■ **Exercise**
Write down every entry once more, exactly as it reads.

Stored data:
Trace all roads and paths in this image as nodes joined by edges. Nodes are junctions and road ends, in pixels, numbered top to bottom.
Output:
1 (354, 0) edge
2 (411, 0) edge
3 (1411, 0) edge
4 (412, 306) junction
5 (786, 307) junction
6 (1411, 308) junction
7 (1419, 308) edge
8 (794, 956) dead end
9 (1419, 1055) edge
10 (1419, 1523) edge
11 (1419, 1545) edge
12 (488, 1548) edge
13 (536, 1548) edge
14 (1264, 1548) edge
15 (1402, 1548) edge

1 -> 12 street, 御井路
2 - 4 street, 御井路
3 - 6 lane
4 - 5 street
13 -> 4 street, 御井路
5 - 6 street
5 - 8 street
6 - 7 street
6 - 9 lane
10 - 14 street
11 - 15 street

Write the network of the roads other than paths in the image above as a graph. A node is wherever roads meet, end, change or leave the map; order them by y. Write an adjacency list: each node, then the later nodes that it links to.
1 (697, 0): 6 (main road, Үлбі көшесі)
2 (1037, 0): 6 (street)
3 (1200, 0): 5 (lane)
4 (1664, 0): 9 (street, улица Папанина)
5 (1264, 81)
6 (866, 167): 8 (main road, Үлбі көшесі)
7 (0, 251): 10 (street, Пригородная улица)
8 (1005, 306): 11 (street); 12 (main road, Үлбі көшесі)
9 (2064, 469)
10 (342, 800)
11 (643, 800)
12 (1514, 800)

■ **Written answer**
Trace all roads and paths in this image as nodes joined by edges. Nodes are junctions and road ends, in pixels, numbered top to bottom.
Output:
1 (354, 0) edge
2 (411, 0) edge
3 (1411, 0) edge
4 (412, 306) junction
5 (786, 307) junction
6 (1411, 308) junction
7 (1419, 308) edge
8 (794, 956) dead end
9 (1419, 1055) edge
10 (1419, 1523) edge
11 (1419, 1545) edge
12 (488, 1548) edge
13 (536, 1548) edge
14 (1264, 1548) edge
15 (1402, 1548) edge

1 -> 12 street, 御井路
2 - 4 street, 御井路
3 - 6 lane
4 - 5 street
13 -> 4 street, 御井路
5 - 6 street
5 - 8 street
6 - 7 street
6 - 9 lane
10 - 14 street
11 - 15 street

Write the network of the roads other than paths in the image above as a graph. A node is wherever roads meet, end, change or leave the map; order them by y. Write an adjacency list: each node, then the later nodes that it links to.
1 (697, 0): 6 (main road, Үлбі көшесі)
2 (1037, 0): 6 (street)
3 (1200, 0): 5 (lane)
4 (1664, 0): 9 (street, улица Папанина)
5 (1264, 81)
6 (866, 167): 8 (main road, Үлбі көшесі)
7 (0, 251): 10 (street, Пригородная улица)
8 (1005, 306): 11 (street); 12 (main road, Үлбі көшесі)
9 (2064, 469)
10 (342, 800)
11 (643, 800)
12 (1514, 800)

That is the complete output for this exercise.